Saved data entries

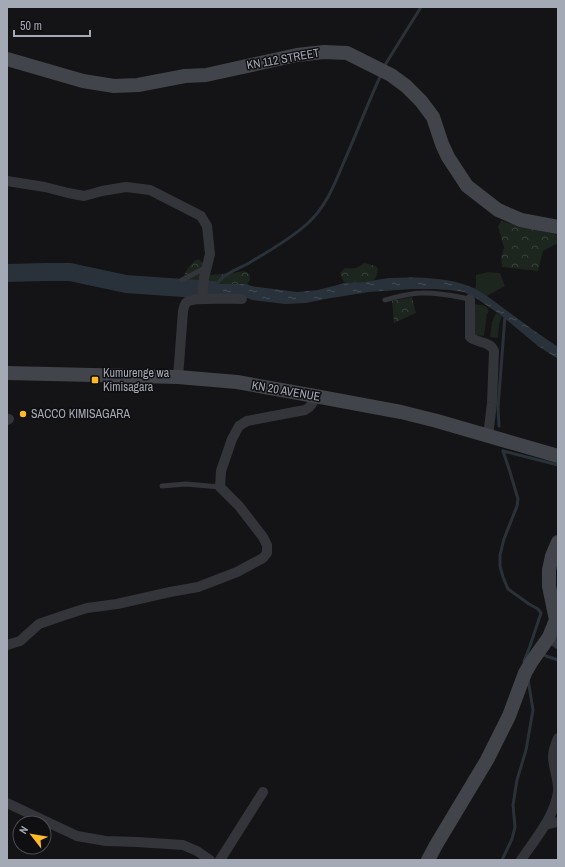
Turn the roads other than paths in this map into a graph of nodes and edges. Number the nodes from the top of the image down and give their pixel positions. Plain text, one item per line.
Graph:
1 (7, 59) edge
2 (7, 181) edge
3 (558, 227) edge
4 (208, 267) junction
5 (182, 280) dead end
6 (202, 297) junction
7 (242, 299) dead end
8 (470, 299) joint
9 (385, 300) dead end
10 (7, 373) edge
11 (178, 377) junction
12 (315, 396) junction
13 (488, 436) junction
14 (558, 456) edge
15 (162, 486) dead end
16 (220, 488) junction
17 (558, 542) edge
18 (7, 645) edge
19 (540, 653) edge
20 (558, 738) edge
21 (263, 792) dead end
22 (7, 803) edge
23 (558, 822) edge
24 (545, 826) junction
25 (210, 860) edge
26 (220, 860) edge
27 (428, 860) edge
28 (521, 860) edge

1 - 3 street, KN 112 STREET
2 - 4 street
4 - 5 lane
4 - 6 street
6 - 7 street
6 - 11 street
8 - 9 lane
8 - 13 street
10 - 11 street, KN 20 AVENUE
11 - 12 street, KN 20 AVENUE
12 - 13 street, KN 20 AVENUE
12 - 16 street
13 - 14 street, KN 20 AVENUE
15 - 16 lane
16 - 18 street
17 - 19 street
19 - 27 street
20 - 24 street
21 - 26 street
22 - 25 street
23 - 24 street
24 - 28 street

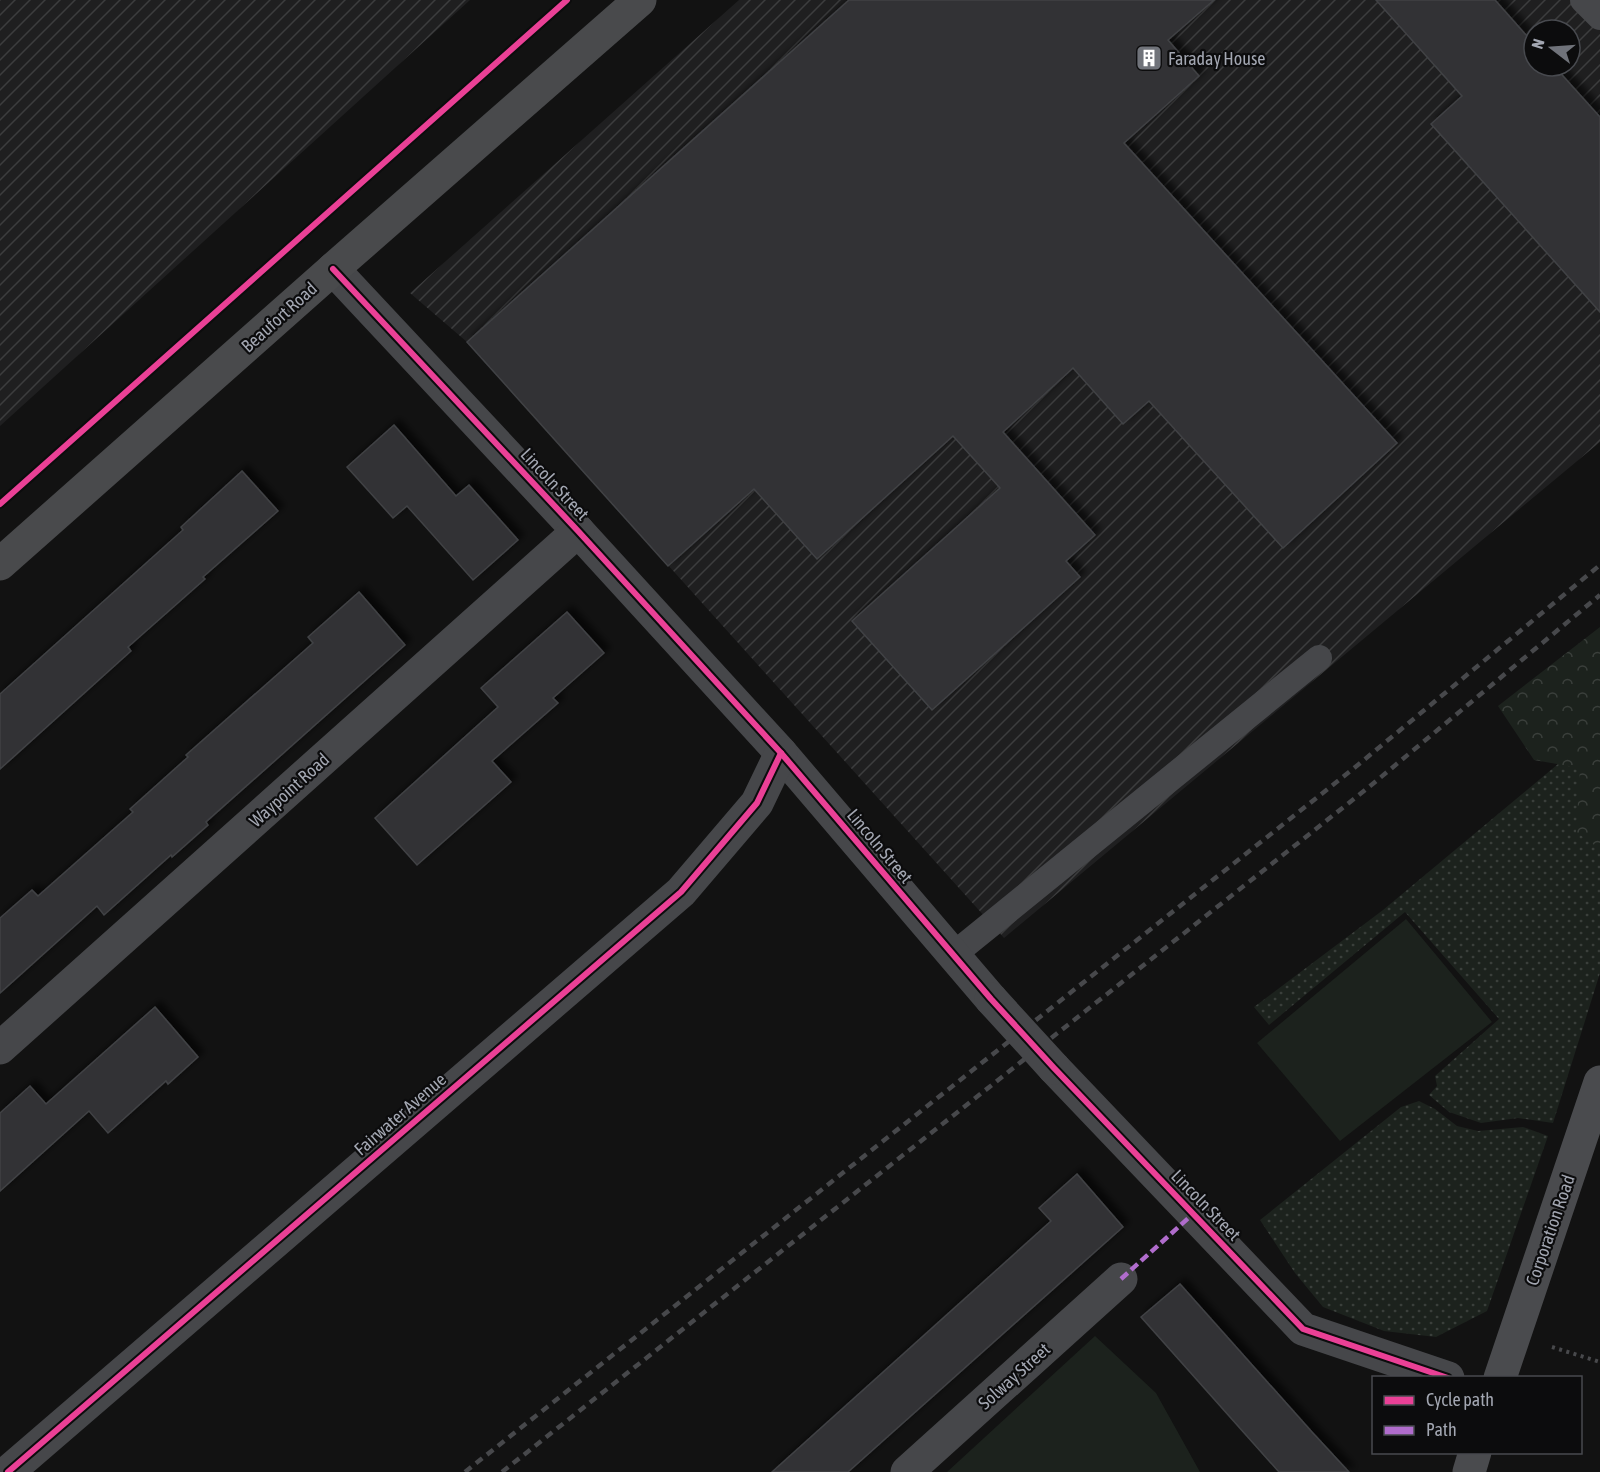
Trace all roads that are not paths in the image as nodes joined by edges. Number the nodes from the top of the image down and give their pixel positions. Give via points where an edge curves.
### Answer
1 (640, 0) edge
2 (1583, 0) edge
3 (1600, 17) edge
4 (333, 268) junction
5 (578, 531) junction
6 (0, 564) edge
7 (1319, 658) dead end
8 (781, 753) junction
9 (953, 955) junction
10 (0, 1048) edge
11 (1600, 1082) edge
12 (1121, 1279) dead end
13 (1445, 1376) edge
14 (1500, 1376) edge
15 (1474, 1454) edge
16 (8, 1472) edge
17 (907, 1472) edge
18 (1469, 1472) edge

1 - 4 main road, Beaufort Road
2 - 3 lane
4 - 5 street, Lincoln Street
4 - 6 main road, Beaufort Road
5 - 8 street, Lincoln Street
5 - 10 street, Waypoint Road
7 - 9 lane
8 - 9 street, Lincoln Street
8 - 16 street, Fairwater Avenue via 757,803 681,892
9 - 13 street, Lincoln Street, bridge via 1054,1068 1303,1329
11 - 14 street, Corporation Road
12 - 17 street, Solway Street
15 - 18 street

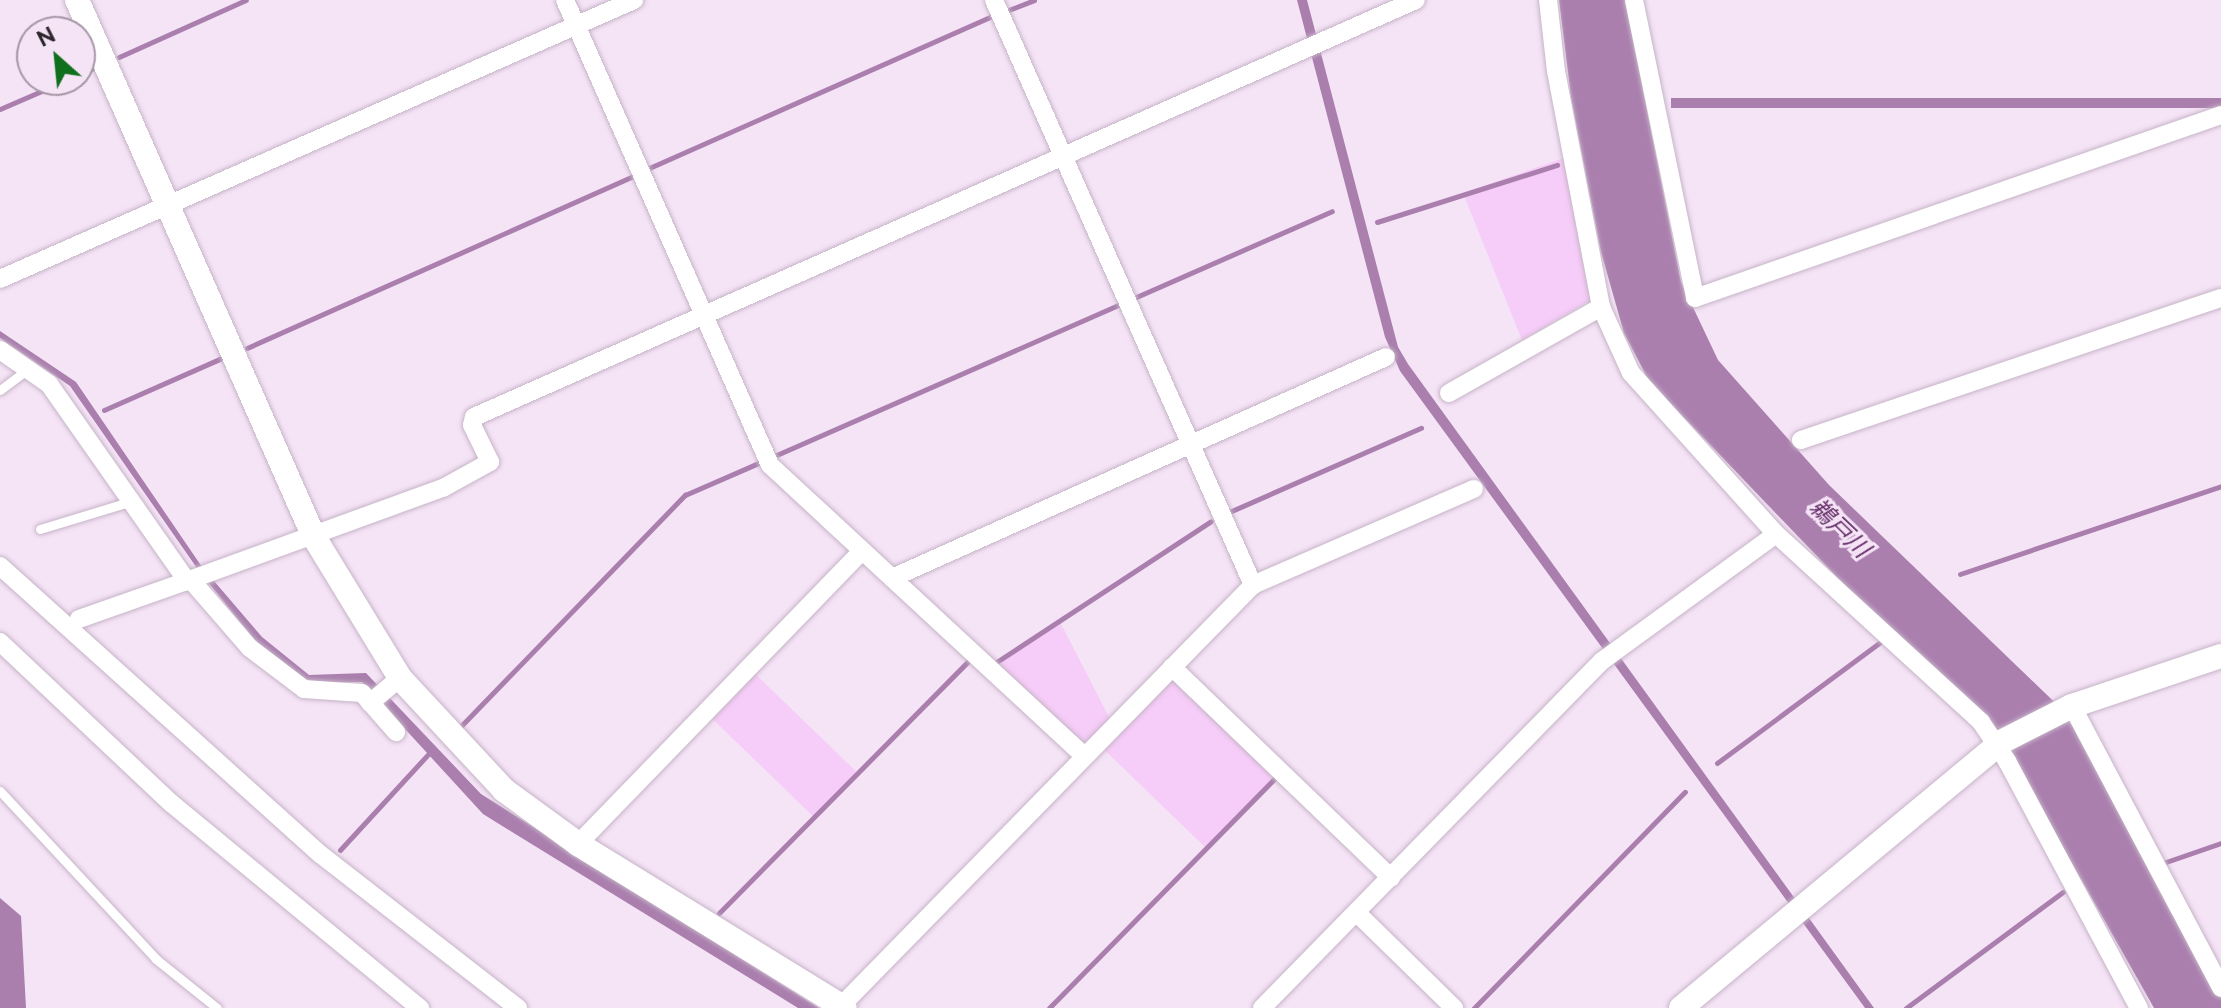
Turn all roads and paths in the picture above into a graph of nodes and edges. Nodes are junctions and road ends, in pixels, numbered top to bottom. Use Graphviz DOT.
graph roads {
  1 [pos="77,0"];
  2 [pos="565,0"];
  3 [pos="634,0"];
  4 [pos="994,0"];
  5 [pos="1416,0"];
  6 [pos="1548,0"];
  7 [pos="1634,0"];
  8 [pos="576,26"];
  9 [pos="2221,115"];
  10 [pos="1063,155"];
  11 [pos="167,207"];
  12 [pos="0,279"];
  13 [pos="2221,298"];
  14 [pos="1601,307"];
  15 [pos="703,315"];
  16 [pos="0,350"];
  17 [pos="1386,357"];
  18 [pos="29,368"];
  19 [pos="0,390"];
  20 [pos="1449,393"];
  21 [pos="1801,440"];
  22 [pos="1190,445"];
  23 [pos="1474,489"];
  24 [pos="134,501"];
  25 [pos="40,529"];
  26 [pos="1776,534"];
  27 [pos="314,537"];
  28 [pos="862,551"];
  29 [pos="0,566"];
  30 [pos="197,578"];
  31 [pos="892,578"];
  32 [pos="1253,585"];
  33 [pos="79,619"];
  34 [pos="0,642"];
  35 [pos="2221,656"];
  36 [pos="1172,667"];
  37 [pos="383,692"];
  38 [pos="2072,706"];
  39 [pos="396,732"];
  40 [pos="2000,743"];
  41 [pos="1083,755"];
  42 [pos="0,791"];
  43 [pos="578,844"];
  44 [pos="1391,878"];
  45 [pos="1357,913"];
  46 [pos="2221,988"];
  47 [pos="842,1007"];
  48 [pos="217,1008"];
  49 [pos="420,1008"];
  50 [pos="518,1008"];
  51 [pos="1262,1008"];
  52 [pos="1454,1008"];
  53 [pos="1681,1008"];
  54 [pos="2139,1008"];
  1 -- 11 [label="street"];
  2 -- 8 [label="street"];
  3 -- 8 [label="street"];
  4 -- 10 [label="street"];
  5 -- 10 [label="street"];
  6 -- 14 [label="street"];
  7 -- 9 [label="street"];
  8 -- 11 [label="street"];
  8 -- 15 [label="street"];
  10 -- 15 [label="street"];
  10 -- 22 [label="street"];
  11 -- 12 [label="street"];
  11 -- 27 [label="street"];
  13 -- 21 [label="street"];
  14 -- 20 [label="street"];
  14 -- 26 [label="street"];
  15 -- 27 [label="street"];
  15 -- 28 [label="street"];
  16 -- 18 [label="street"];
  17 -- 22 [label="street"];
  18 -- 19 [label="lane"];
  18 -- 24 [label="street"];
  22 -- 31 [label="street"];
  22 -- 32 [label="street"];
  23 -- 32 [label="street"];
  24 -- 25 [label="lane"];
  24 -- 30 [label="street"];
  26 -- 40 [label="street"];
  26 -- 44 [label="street"];
  27 -- 30 [label="street"];
  27 -- 37 [label="street"];
  28 -- 31 [label="street"];
  28 -- 43 [label="street"];
  29 -- 50 [label="street"];
  30 -- 33 [label="street"];
  30 -- 37 [label="street"];
  31 -- 41 [label="street"];
  32 -- 36 [label="street"];
  34 -- 49 [label="street"];
  35 -- 38 [label="street"];
  36 -- 41 [label="street"];
  36 -- 44 [label="street"];
  37 -- 39 [label="street"];
  37 -- 43 [label="street"];
  38 -- 40 [label="street"];
  38 -- 46 [label="street"];
  40 -- 53 [label="street"];
  40 -- 54 [label="street"];
  41 -- 47 [label="street"];
  42 -- 48 [label="lane"];
  43 -- 47 [label="street"];
  44 -- 45 [label="street"];
  45 -- 51 [label="street"];
  45 -- 52 [label="street"];
}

» What the exercise asks
From the entries above, work out how many lines include "give"; the number is the only answer wanted.

» Response to this exercise
2